** The task **
In the entries below, filter for the word "lane" and copy every matching line.

** Supplied information **
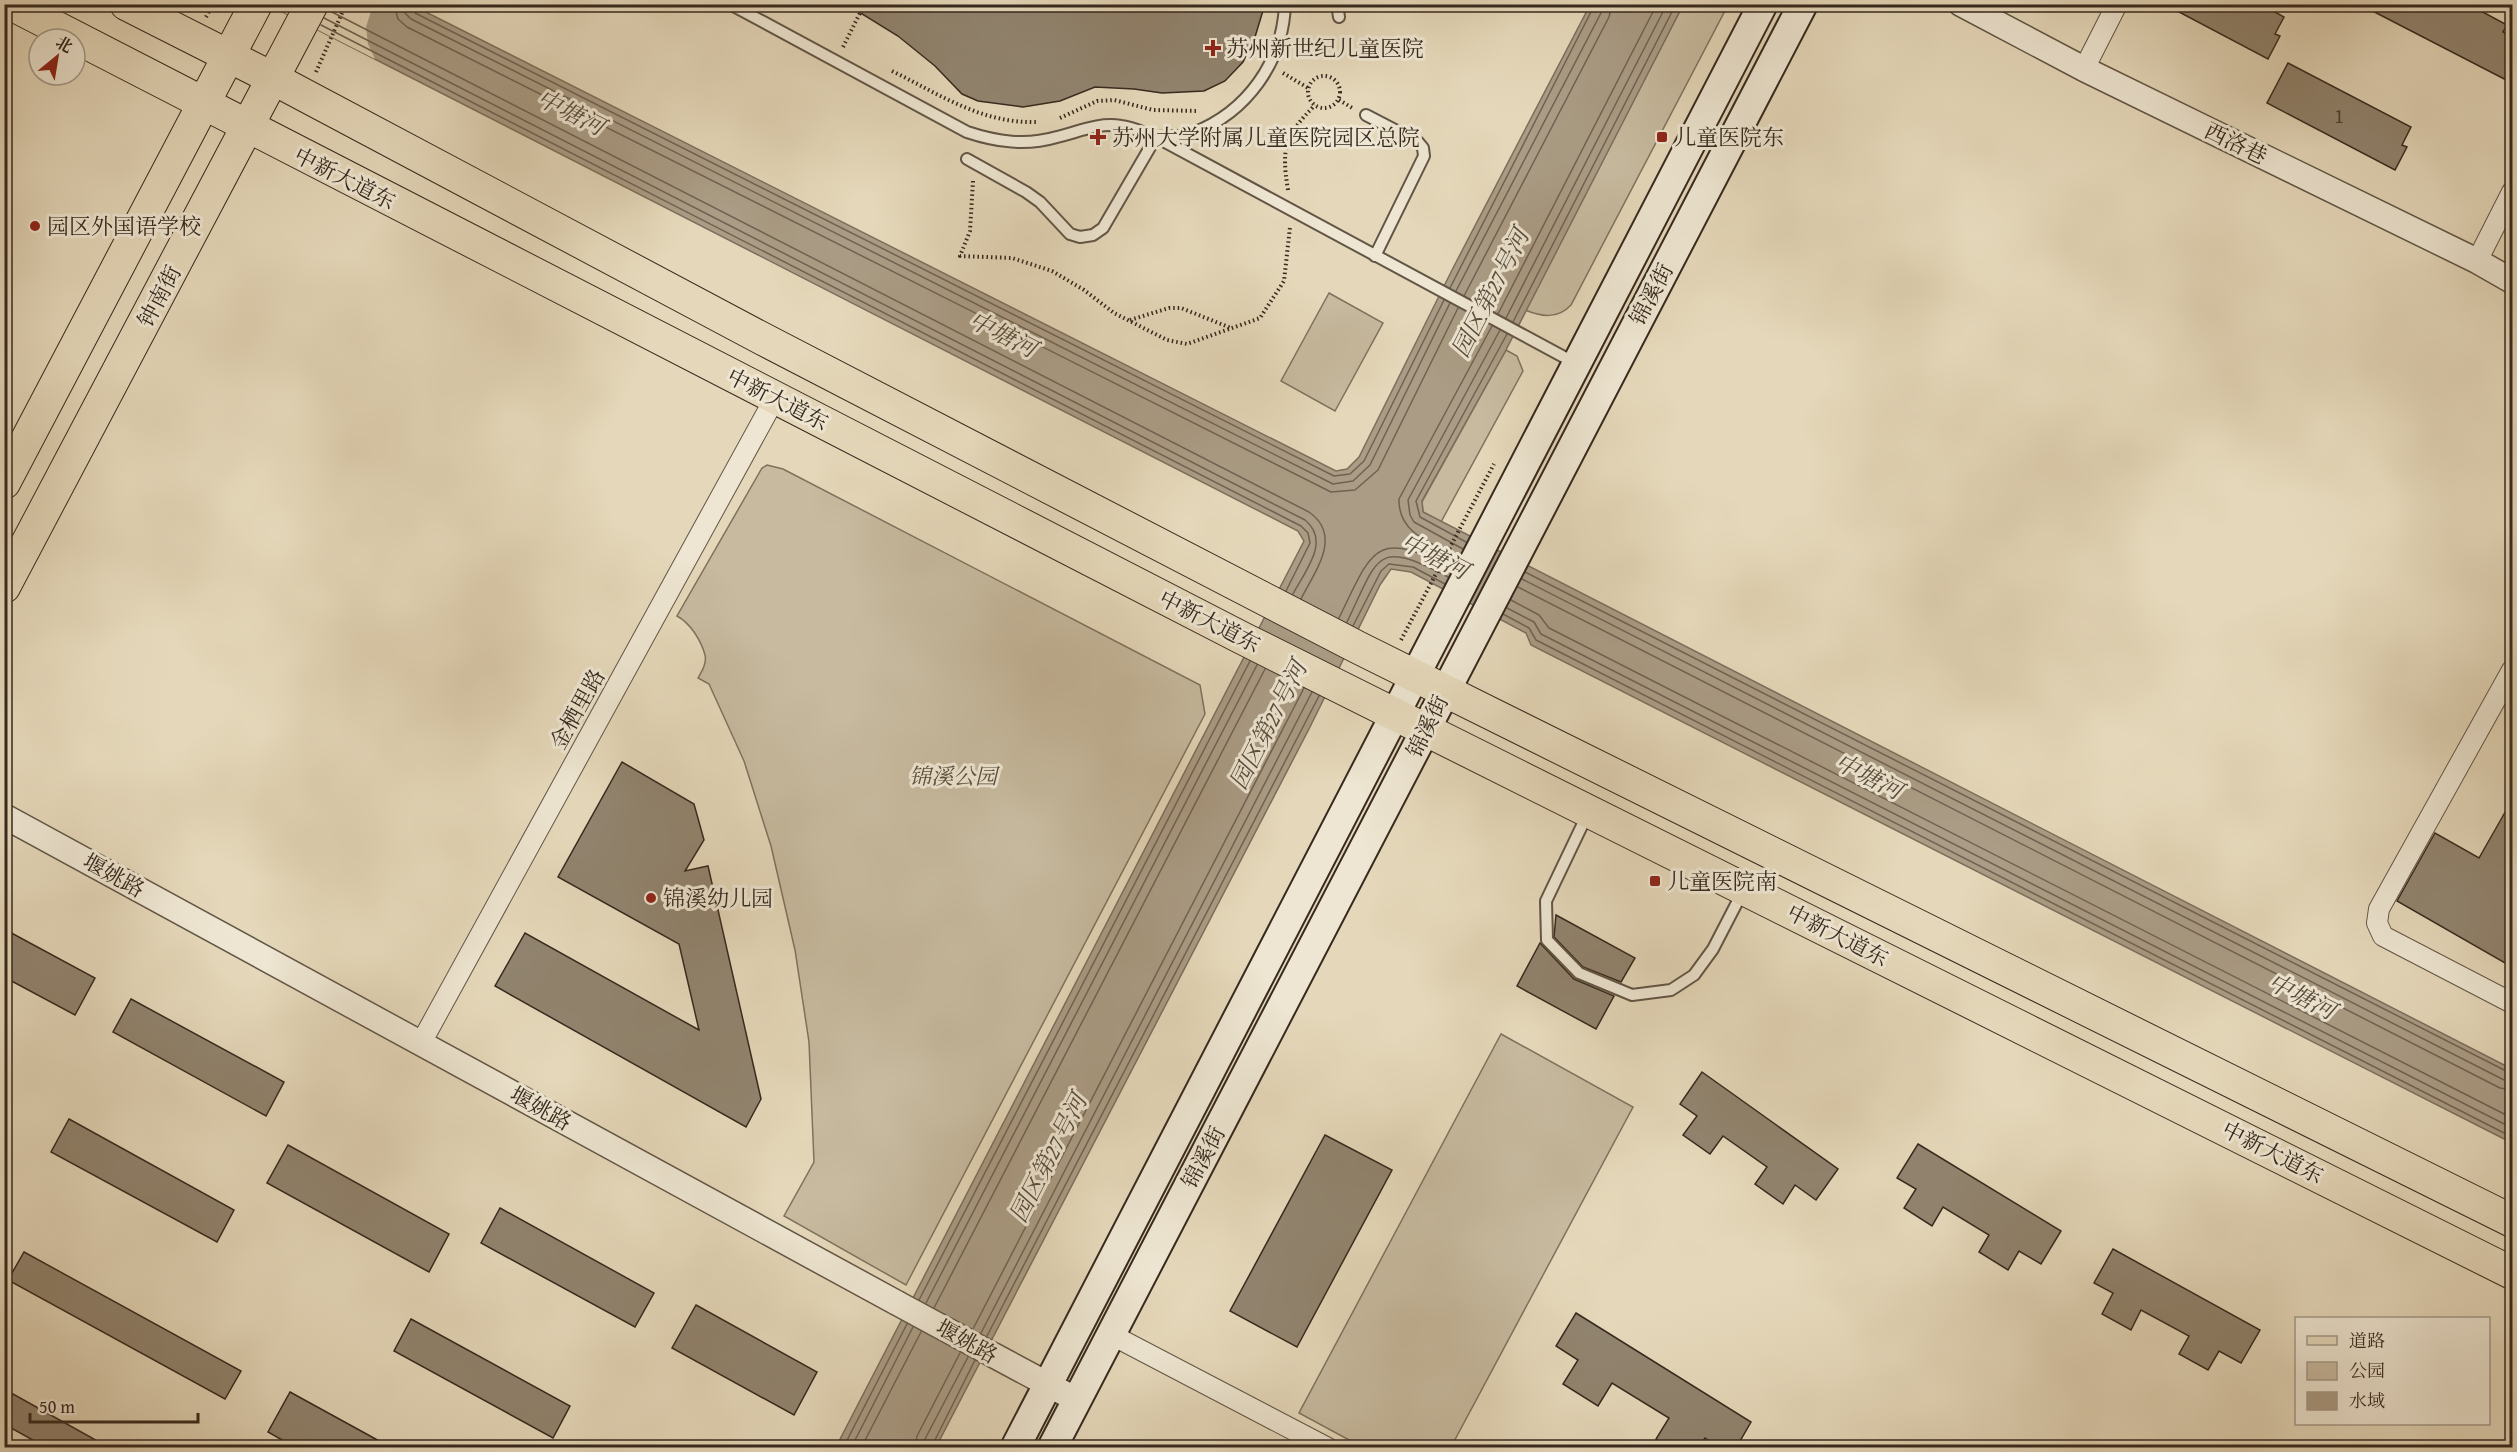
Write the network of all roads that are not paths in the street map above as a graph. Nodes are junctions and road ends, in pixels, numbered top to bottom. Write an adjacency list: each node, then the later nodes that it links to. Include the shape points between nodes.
1 (11, 4): 16 (main road, 中新大道东)
2 (126, 4): 13 (main road, 中新大道东)
3 (256, 4): 13 (main road)
4 (730, 4): 19 (lane, via 967,132 994,141 1025,142 1093,126 1119,125)
5 (1285, 4): 19 (lane, via 1280,44 1263,80 1219,119 1191,134)
6 (1337, 4): 12 (lane)
7 (1763, 4): 25 (main road, 锦溪街)
8 (1803, 4): 31 (main road, 锦溪街)
9 (1961, 4): 14 (street, 西洛巷)
10 (2115, 8): 14 (street)
11 (307, 13): 15 (main road, 钟南街)
12 (1339, 16)
13 (230, 56): 15 (main road, 中新大道东); 16 (main road)
14 (2084, 69): 23 (street, 西洛巷)
15 (274, 79): 18 (main road, 钟南街); 30 (main road, 中新大道东, via 763,339)
16 (204, 105): 18 (main road, 中新大道东); 27 (main road)
17 (1366, 116): 22 (lane, via 1418,142 1424,156)
18 (249, 128): 26 (main road, 中新大道东); 28 (main road, 钟南街)
19 (1156, 137): 20 (lane, via 1103,228 1080,237 1070,234 1026,192); 22 (lane)
20 (967, 159)
21 (2512, 192): 23 (street)
22 (1376, 256): 25 (lane)
23 (2477, 261): 24 (street, 西洛巷)
24 (2512, 281)
25 (1578, 364): 30 (main road, 锦溪街)
26 (775, 398): 32 (main road, 中新大道东); 38 (street, 金栖里路)
27 (4, 483)
28 (4, 586)
29 (2512, 670): 37 (street, via 2379,909 2377,923 2383,936)
30 (1417, 676): 31 (main road, 中新大道东); 32 (main road, 锦溪街)
31 (1445, 689): 33 (main road, 锦溪街); 39 (main road, 中新大道东)
32 (1396, 715): 33 (main road, 中新大道东); 42 (main road, 锦溪街)
33 (1426, 729): 34 (main road, 中新大道东); 41 (main road, 锦溪街)
34 (1590, 810): 36 (main road, 中新大道东); 36 (lane, via 1546,900 1547,940 1579,974 1632,995 1671,990 1694,975 1713,949)
35 (4, 816): 38 (street, 堰姚路)
36 (1745, 888): 40 (main road, 中新大道东)
37 (2512, 1003)
38 (421, 1043): 42 (street, 堰姚路, bridge)
39 (2512, 1221)
40 (2512, 1273)
41 (1110, 1334): 43 (main road, 锦溪街); 46 (street)
42 (1048, 1385): 43 (street, 堰姚路); 44 (main road, 锦溪街)
43 (1077, 1400): 45 (main road, 锦溪街)
44 (1015, 1448)
45 (1052, 1448)
46 (1328, 1448)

** Completed task **
4 (730, 4): 19 (lane, via 967,132 994,141 1025,142 1093,126 1119,125)
5 (1285, 4): 19 (lane, via 1280,44 1263,80 1219,119 1191,134)
6 (1337, 4): 12 (lane)
17 (1366, 116): 22 (lane, via 1418,142 1424,156)
19 (1156, 137): 20 (lane, via 1103,228 1080,237 1070,234 1026,192); 22 (lane)
22 (1376, 256): 25 (lane)
34 (1590, 810): 36 (main road, 中新大道东); 36 (lane, via 1546,900 1547,940 1579,974 1632,995 1671,990 1694,975 1713,949)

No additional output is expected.